8

I know there are a lot of questions already posted with arabic language in php, but I was unable to get solution to my problem and hence I am posting this question:

I have a PhP site that is running perfectly in English language. Now, I want it to support multiple languages including French, Spanish, Arabic but I am unable to use them with one code. The problem is, I have used substr() in many places and the translated characters not work as intended with substr(). I also tried with mb_substsr(), but of no use :(

The field in DB is "utf8_general_ci" and I have already placed header('Content-type: text/html; charset=UTF-8'); in my code to allow rendering in UTF-8.

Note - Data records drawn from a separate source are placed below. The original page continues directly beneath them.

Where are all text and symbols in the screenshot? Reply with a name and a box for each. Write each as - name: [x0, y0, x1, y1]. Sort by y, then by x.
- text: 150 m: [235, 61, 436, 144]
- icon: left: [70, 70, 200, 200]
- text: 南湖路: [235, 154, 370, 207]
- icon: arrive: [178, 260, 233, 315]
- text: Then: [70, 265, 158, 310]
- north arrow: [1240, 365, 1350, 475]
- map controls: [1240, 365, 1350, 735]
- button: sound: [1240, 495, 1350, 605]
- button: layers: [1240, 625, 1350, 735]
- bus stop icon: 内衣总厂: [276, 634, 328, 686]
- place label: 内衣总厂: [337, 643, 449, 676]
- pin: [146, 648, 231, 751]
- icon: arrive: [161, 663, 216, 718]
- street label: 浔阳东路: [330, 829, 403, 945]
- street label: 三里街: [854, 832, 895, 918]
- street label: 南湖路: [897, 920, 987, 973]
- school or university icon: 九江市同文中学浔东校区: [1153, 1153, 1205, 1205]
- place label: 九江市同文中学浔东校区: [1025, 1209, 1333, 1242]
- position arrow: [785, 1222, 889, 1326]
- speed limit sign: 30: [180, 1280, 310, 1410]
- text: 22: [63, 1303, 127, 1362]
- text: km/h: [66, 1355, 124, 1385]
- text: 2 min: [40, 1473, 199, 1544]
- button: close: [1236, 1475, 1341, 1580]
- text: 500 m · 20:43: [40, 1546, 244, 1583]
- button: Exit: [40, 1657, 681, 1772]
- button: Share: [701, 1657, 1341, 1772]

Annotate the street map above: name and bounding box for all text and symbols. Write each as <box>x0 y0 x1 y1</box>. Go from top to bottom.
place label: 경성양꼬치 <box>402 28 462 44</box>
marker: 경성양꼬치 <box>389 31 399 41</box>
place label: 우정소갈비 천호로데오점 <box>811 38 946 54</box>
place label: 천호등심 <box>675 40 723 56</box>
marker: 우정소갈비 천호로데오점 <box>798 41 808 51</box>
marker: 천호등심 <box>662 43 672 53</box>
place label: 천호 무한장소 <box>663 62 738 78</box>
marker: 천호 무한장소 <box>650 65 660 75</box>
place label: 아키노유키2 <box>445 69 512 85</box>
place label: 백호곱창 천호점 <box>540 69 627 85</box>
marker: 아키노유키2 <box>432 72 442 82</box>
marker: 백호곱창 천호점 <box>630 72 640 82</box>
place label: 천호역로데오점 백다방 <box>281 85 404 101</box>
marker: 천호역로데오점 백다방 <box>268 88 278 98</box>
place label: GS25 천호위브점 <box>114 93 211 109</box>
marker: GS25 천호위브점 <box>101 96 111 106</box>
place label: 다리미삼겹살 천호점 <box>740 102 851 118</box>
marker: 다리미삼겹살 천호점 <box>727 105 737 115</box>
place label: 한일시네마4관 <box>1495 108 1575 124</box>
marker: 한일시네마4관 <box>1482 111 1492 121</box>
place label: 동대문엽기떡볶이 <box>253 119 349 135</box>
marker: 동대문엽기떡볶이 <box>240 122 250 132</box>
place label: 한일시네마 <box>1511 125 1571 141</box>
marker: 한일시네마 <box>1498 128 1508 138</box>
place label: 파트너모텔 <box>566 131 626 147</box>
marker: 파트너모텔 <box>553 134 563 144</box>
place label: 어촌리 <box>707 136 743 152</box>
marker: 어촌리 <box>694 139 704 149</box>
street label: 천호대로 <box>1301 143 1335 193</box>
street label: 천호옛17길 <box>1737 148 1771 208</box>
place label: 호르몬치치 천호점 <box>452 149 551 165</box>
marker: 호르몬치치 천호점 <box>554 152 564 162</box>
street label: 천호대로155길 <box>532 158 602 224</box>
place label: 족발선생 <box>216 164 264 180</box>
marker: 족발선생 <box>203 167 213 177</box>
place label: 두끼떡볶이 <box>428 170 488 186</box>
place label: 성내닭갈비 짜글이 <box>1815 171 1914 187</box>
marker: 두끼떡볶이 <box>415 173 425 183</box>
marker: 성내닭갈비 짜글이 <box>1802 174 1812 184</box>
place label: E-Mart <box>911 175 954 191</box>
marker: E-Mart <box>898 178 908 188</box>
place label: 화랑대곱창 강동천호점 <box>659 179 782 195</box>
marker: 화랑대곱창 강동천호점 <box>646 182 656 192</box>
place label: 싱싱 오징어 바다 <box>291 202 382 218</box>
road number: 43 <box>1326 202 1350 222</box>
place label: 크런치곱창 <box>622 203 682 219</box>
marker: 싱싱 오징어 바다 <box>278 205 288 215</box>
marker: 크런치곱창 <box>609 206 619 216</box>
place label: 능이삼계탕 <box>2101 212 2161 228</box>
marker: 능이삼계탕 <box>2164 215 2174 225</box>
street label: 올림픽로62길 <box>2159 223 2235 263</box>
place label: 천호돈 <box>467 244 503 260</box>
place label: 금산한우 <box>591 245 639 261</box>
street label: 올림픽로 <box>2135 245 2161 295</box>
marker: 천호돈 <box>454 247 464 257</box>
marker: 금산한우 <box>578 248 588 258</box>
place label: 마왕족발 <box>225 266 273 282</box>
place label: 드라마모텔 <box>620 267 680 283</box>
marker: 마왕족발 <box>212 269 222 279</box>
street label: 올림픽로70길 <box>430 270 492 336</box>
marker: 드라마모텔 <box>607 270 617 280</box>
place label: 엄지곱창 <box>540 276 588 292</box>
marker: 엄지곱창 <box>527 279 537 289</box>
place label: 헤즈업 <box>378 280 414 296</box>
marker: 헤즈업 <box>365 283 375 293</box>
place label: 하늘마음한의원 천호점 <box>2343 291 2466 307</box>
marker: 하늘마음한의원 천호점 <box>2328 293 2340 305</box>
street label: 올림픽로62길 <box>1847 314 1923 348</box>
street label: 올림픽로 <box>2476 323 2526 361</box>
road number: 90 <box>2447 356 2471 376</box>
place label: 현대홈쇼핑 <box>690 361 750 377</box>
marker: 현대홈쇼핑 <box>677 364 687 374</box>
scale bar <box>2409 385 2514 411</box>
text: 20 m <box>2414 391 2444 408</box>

The problem is either I get "?????" in place of the exact words or I get incorrect words with substr()

Please help!!

Nitesh
  • 2,286
  • 2
  • 43
  • 65

3 Answers3

25

For Arabic word: I want get the character in position 2 only.

$name = "MYNAME";
$Char = substr($Name,2,2);
echo $Char; // print N this okay.

But for Arabic work like كامل, it returns question mark

case 1: $Char = substr($Name,0,1);     // Not Work and return question mark
case 2: $Char = substr($Name,1,1);     // Not Work and return question mark
case 3: $Char = substr($Name,0*2,1*2); // Work and return "ك"
case 3: $Char = substr($Name,1*2,1*2); // Work and return "ا"

So I find the solution:

$Char = mb_substr($Name,1,1,'utf-8');  // Work and return "ا".
Musa
  • 96,336
  • 17
  • 118
  • 137
Moe
  • 481
  • 4
  • 4
5

First of all, forget substr. If you are going to encode your strings in UTF-8 and splitting them up, then mb_substr is the only working solution.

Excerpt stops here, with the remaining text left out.